Despite all the “progressive” soccer mom rhetoric about “working families,” Obama’s big initiatives do little or nothing of substance in the way of restraining the power of big business, or making things better for working people and the poor. Obama’s agenda is the agenda of the “liberal” head of what Nader calls our “one corporate party with two heads.”
For example: the most likely outcome of Obama’s “healthcare reform” will be to compel the uninsured to buy insurance at whatever price the industry makes it available, and enable the industry to cartelize the cost of covering preexisting conditions by raising the average premium for everyone. That’s pretty much what happened under the Romney plan in Massachusetts, isn’t it?
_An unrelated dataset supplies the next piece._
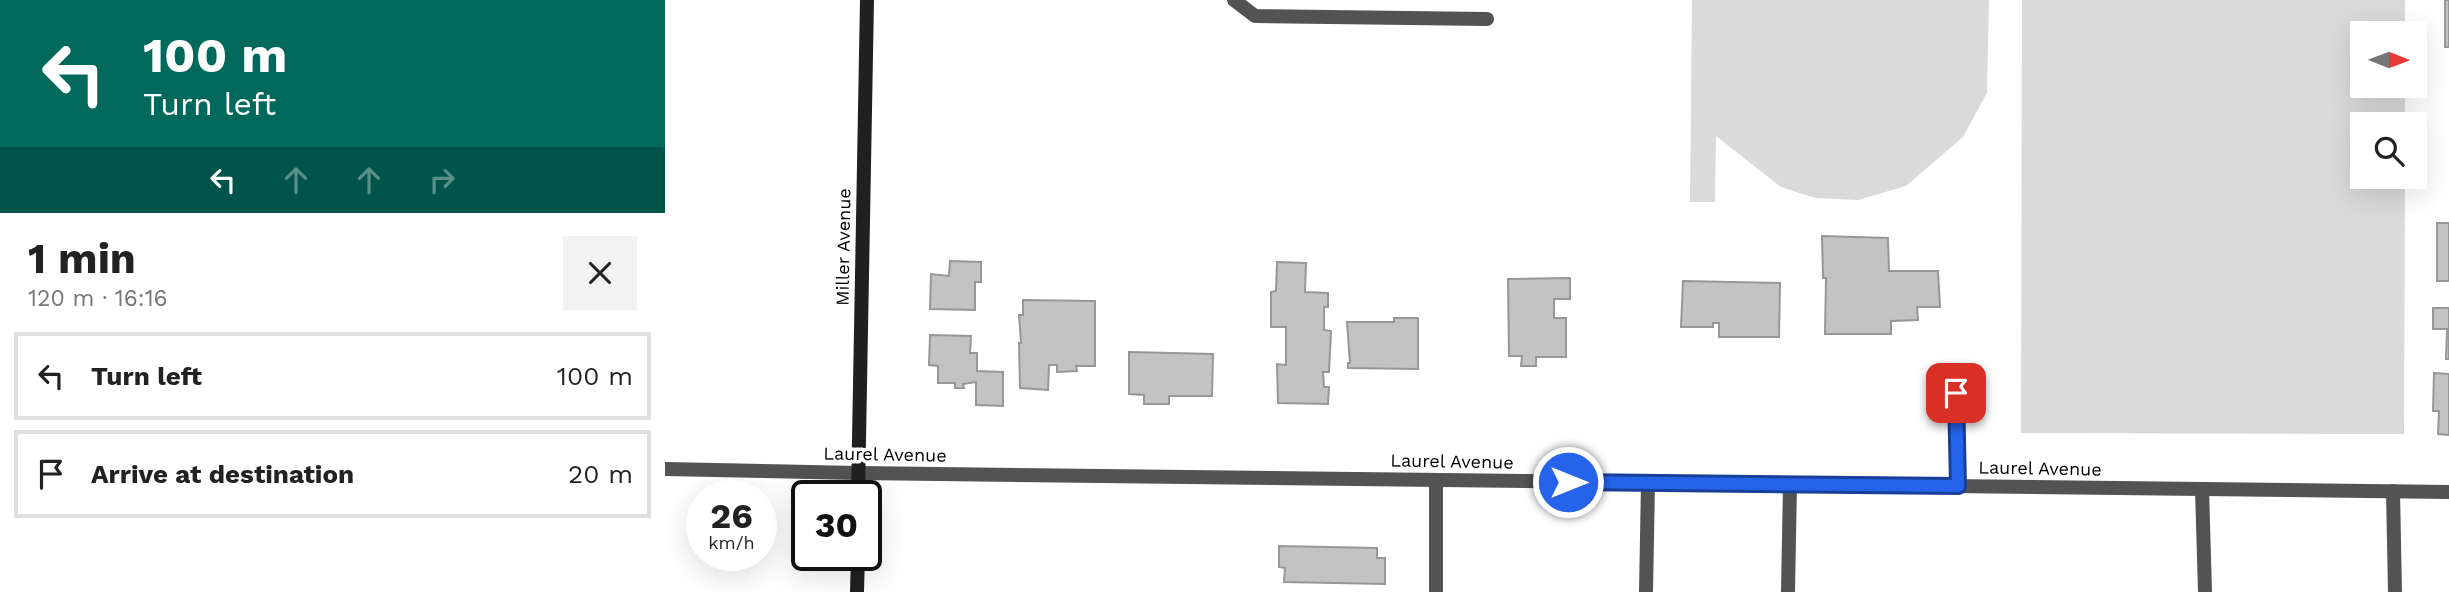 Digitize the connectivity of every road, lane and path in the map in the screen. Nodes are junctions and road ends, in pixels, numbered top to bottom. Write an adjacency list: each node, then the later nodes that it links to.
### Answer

Despite some fiddling around with executive perks and salaries, the Obama/Geithner version of TARP is exactly the same as the Bush/Paulson version in all its essentials. It’s a classic Hamiltonian project to prevent asset deflation by propping up their values with taxpayer money. The taxpayers are being saddled with interest-bearing debt to buy up bad assets at their inflated value, in order to provide banks with the liquidity to lend money back to the public at interest. What’s not to like–if you’re a banker?
When the Republicans swept to power in 1994 and 2000, they cultivated an aura of inevitability. What with redistricting, the K Street project, and maybe even playing around with rigged voting machines, they went on the offensive and tried to keep on the offensive. They took aggressive measures to lock themselves into a permanent majority and put the Democrats on a permanent defensive. Whenever the GOP acted on matters of “national security,” like USA PATRIOT or the Iraq war resolution, the Democrats scrambled to see who could be first to show their bellies to the alpha male. I still remember Dan Rather saying “Mr. President, tell me where to line up,” or Tom Daschle proclaiming there was “no daylight” between Bush and the Democrats on foreign policy.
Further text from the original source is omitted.